Translation of "Harcamalısın" in English

0.054 sec.

Examples of using "Harcamalısın" in a sentence and their english translations:

- Çalışarak harcadığından daha fazla zaman harcamalısın.
- Çalışmaya, daha fazla zaman harcamalısın.

You should spend more time studying than you do.

Tom'la daha fazla zaman harcamalısın.

You should spend more time with Tom.

Para kazanmak için para harcamalısın.

You have to spend money to make money.

Çalışarak harcadığından daha fazla zaman harcamalısın.

You should spend more time studying than you do.

Bunun hakkında düşünerek biraz zaman harcamalısın.

You should spend some time thinking about that.

Sanırım ev ödevine biraz daha zaman harcamalısın.

I think you need to spend a little more time on your homework.

Mutlu olmak için, sevdiğin biriyle vakit harcamalısın.

To be happy, you should spend time with someone you love.

Her gün kelimeleri gözden geçirerek biraz zaman harcamalısın.

You should spend a little time each day reviewing vocabulary.

- Paranı harcaman gereken yer burası.
- İşte burada paranı harcamalısın.

That's where you should spend your money.

Dışarıda daha fazla zaman ve içeride daha az zaman harcamalısın.

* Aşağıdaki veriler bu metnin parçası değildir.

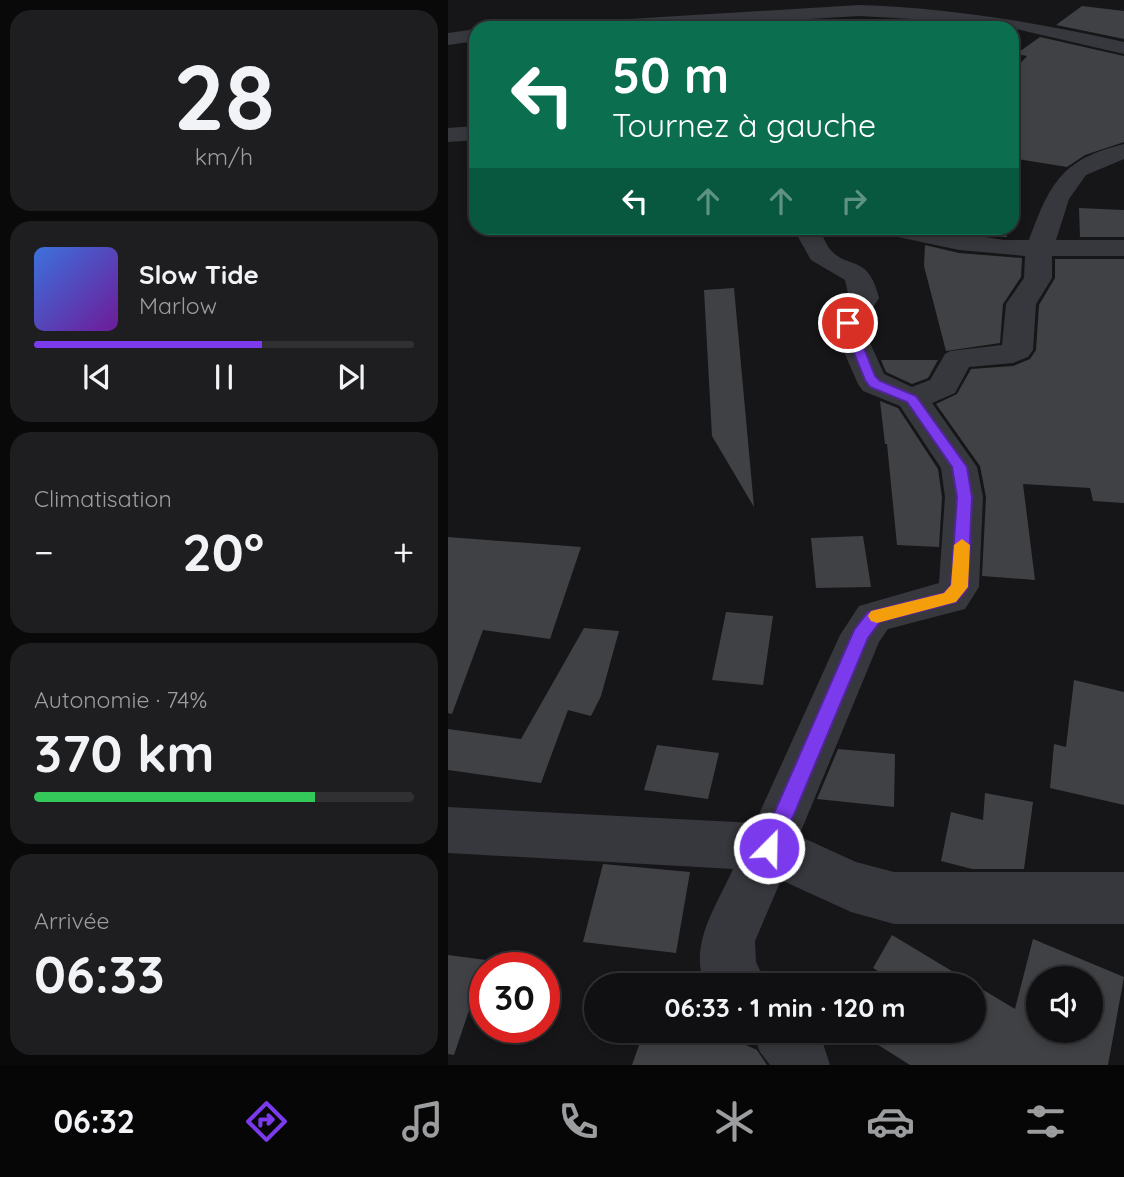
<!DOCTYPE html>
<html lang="fr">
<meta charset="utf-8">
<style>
:root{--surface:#101012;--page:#1e1e20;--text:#f1f3f6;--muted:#9c9d9f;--line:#303032;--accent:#7c3aed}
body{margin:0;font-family:Quicksand,sans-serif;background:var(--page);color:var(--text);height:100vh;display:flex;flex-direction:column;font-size:26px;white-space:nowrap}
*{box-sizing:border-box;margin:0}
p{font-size:23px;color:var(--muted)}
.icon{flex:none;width:38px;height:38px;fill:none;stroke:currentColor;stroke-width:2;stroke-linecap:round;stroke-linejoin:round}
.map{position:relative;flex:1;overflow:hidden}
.sheet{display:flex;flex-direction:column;gap:10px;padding:10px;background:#09090a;width:448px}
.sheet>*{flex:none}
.banner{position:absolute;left:21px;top:21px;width:550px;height:214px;border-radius:21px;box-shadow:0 4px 10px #0003,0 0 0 2px var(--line);background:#0b6e4f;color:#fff;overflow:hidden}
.controls{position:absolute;left:578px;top:966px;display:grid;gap:14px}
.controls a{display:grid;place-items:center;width:77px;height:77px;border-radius:50%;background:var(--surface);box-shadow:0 4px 10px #0003,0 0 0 2px var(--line);font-size:35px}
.speed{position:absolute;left:21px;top:952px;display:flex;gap:14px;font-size:35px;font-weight:700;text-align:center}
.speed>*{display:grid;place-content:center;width:91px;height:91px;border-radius:50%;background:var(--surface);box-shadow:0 4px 10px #0003,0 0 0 2px var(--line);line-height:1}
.speed .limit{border:10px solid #d22;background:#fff;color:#111}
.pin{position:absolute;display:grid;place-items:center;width:60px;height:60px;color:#fff;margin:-30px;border:4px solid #fff;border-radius:50%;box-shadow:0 2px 7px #0007}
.me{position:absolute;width:77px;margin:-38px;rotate:23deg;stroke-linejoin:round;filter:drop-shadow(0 0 5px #0008)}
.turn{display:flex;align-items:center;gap:24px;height:147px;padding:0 28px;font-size:32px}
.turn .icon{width:91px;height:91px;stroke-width:2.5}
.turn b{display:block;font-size:49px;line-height:60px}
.lanes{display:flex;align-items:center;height:66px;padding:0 28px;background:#0003;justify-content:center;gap:35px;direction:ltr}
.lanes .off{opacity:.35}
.big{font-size:52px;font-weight:700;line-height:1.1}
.sheet .card{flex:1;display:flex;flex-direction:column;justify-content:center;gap:10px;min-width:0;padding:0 24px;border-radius:21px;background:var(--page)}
.sheet .dial{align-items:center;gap:0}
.dial b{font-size:91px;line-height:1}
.song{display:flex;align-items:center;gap:21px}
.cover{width:84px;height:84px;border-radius:10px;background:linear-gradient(135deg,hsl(220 70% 55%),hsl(280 70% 35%))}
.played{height:7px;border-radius:4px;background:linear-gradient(90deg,var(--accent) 60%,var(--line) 60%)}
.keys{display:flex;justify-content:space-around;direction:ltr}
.heat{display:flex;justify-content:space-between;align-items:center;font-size:38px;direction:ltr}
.charge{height:10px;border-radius:5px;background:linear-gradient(90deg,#34c759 74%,var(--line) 0)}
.trip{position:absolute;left:136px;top:973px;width:402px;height:70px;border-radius:35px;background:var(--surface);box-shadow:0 4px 10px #0003,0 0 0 2px var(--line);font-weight:700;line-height:70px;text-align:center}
.tabs{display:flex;height:112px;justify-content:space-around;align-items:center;background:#060607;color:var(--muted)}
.tabs .icon{width:49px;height:49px}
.tabs .current{color:var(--accent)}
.tabs b{font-size:32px;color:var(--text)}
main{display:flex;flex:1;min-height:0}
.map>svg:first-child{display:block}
.building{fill:#404145;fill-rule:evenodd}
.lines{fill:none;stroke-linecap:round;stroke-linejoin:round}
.minor{fill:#37383d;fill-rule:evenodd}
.route{fill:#7c3aed;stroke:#51269a;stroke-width:2}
.slow{fill:#f59e0b}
</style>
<main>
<section class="sheet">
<div class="card dial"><b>28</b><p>km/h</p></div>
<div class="card">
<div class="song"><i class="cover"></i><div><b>Slow Tide</b><p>Marlow</p></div></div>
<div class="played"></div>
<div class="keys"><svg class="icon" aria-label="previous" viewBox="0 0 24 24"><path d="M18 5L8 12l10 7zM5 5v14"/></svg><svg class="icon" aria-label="pause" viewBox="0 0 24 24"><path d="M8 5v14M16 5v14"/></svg><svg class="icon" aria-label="next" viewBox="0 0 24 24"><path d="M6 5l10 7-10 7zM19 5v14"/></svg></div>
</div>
<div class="card"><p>Climatisation</p>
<div class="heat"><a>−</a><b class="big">20°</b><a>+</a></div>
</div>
<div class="card"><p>Autonomie · 74%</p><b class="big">370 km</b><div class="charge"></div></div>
<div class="card"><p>Arrivée</p><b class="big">06:33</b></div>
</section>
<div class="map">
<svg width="676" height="1065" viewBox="0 0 676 1065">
<rect width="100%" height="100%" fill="#161618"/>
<g class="building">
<polygon points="634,6 676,11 676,39 608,25"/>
<polygon points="592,37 676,56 676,142 637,155 619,167 564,158 573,143 564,106 564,72 579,56 568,54"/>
<polygon points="631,208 676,210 676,237 632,237"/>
<polygon points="494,228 557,228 559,237 556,237"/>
<polygon points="477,245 511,253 574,258 573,277 555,304 552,343 498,351 476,266"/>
<polygon points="607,259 676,259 676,503 645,501 642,488 575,484 587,580 534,576 538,497 532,466 488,404 509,394 523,369 565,366 582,359 588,350 591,305 607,278"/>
<polygon points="286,288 306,507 264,436 256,290"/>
<polygon points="433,360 490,360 480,378 464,384 438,372"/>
<polygon points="432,401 450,408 490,469 494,497 491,547 449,545 439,444 437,444"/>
<polygon points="415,536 423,587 368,588 363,538"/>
<polygon points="0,537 133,547 102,639 35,630 4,714 0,713"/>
<polygon points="278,612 325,616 315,685 264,680"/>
<polygon points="136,628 171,631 153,696 143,716 120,710 93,783 0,770 0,729 73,739"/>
<polygon points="626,680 676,692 676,805 602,788 606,744 618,747"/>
<polygon points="209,745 271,753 260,799 196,790"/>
<polygon points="390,749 447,754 446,807 369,799"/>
<polygon points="537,793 585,802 576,869 524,869 493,861 503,812 535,820"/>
<polygon points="155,864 242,872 228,953 135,942"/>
<path d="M444,935L567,1009L585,939L676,977L660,1065H462L408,1031H527V985H453L425,968ZM590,978H642V1031H590Z"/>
<polygon points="0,955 38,960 6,1055 0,1054"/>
<polygon points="196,1031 268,1031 309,1050 319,1065 184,1065"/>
</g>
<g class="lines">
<g class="minor">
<path d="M411,5C501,8 588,22 676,42V54L564,28L500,21L411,16L329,21L327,28H309L311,22L208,28H105L114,23Z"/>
<polygon points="28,29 28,41 0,45 0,33"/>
<polygon points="28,126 28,140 0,142 0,128"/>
<path d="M676,144V159L638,175L621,199L608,240H676V256H604V278L588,304L585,350L580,357L565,363L521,367L507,393L484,403L529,467L535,497L531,587L517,609L440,629L431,642L351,836L408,862L446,872H676V924H446L403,912L333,880L307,941L308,962L319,985H257C240,945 269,905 285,869L0,853V807L307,823L392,635L411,606L491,583L497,497L493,468L452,406L415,391L410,384L385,327V322L401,298L397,280L363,260L345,228H371C374,234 377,242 381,248C399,271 420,252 431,298L415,322V327L436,374L464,387L482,380L497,354L502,351L554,345L558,304L576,278L577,256L511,250L436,234L432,228H480L556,240H581C602,183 614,159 676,144Z"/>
<polygon points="304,1031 371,1031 382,1065 322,1065 312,1052"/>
</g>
</g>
<polygon class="route" points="400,319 406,323 427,376 432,381 468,396 519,467 524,497 520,587 517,592 508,602 432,622 420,638 329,855 321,858 314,855 311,848 406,630 420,612 496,593 503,585 509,497 504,467 459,402 422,387 417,380 394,323"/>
<polygon class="slow" points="514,539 522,545 520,587 508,602 429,623 423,621 420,616 423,611 496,593 503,585 506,545"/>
</svg>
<div class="controls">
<a><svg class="icon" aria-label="sound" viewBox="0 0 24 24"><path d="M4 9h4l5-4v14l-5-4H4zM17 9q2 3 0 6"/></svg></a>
</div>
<div class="speed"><div class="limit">30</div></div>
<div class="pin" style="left:400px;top:323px;background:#d93025"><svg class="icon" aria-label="arrive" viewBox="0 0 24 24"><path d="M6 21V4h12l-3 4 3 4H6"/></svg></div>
<svg class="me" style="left:321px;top:848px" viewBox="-20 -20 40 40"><circle r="17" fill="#7c3aed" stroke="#fff" stroke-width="3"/><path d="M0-11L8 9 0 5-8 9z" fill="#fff"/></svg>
<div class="trip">06:33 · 1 min · 120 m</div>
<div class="banner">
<div class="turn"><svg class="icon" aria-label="left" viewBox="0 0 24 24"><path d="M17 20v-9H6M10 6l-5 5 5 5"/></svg><div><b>50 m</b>Tournez à gauche</div></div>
<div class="lanes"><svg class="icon" aria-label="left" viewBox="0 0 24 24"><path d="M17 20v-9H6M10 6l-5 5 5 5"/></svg><svg class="icon off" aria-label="ahead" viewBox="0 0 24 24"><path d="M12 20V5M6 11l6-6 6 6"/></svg><svg class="icon off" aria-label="ahead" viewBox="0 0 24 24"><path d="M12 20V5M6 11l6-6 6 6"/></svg><svg class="icon off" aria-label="right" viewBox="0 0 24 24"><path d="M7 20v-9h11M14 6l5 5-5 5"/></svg></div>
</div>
</div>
</main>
<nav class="tabs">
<b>06:32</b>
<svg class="icon current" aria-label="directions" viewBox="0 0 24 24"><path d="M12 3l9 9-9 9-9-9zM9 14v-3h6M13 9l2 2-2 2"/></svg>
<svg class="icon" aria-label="music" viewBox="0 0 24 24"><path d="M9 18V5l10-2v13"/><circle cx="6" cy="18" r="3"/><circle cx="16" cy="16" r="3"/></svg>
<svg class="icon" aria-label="phone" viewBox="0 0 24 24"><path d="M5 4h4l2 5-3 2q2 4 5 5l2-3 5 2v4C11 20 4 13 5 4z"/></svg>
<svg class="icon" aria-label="climate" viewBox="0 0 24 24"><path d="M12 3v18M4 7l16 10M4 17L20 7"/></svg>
<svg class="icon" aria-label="car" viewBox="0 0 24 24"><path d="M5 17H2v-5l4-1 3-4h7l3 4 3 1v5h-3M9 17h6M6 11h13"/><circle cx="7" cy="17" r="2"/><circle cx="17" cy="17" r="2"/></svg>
<svg class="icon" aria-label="filters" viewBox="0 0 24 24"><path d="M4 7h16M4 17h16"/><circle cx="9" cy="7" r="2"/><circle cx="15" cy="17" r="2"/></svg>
</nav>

You should spend more time outside and less time inside.

Profesyonel bir banjo oyuncusu olmak için pratik yapmaya binlerce saat harcamalısın.

To become a professional banjo player, you need to spend thousands of hours practicing.

Sen sık sık bir şey yaparak umduğundan daha fazla zaman harcamalısın.

You often need to spend more time doing something than you anticipated.

Şikâyet ederek daha az üretken bir şey yaparak daha fazla zaman harcamalısın.

You should spend less time complaining and more time doing something productive.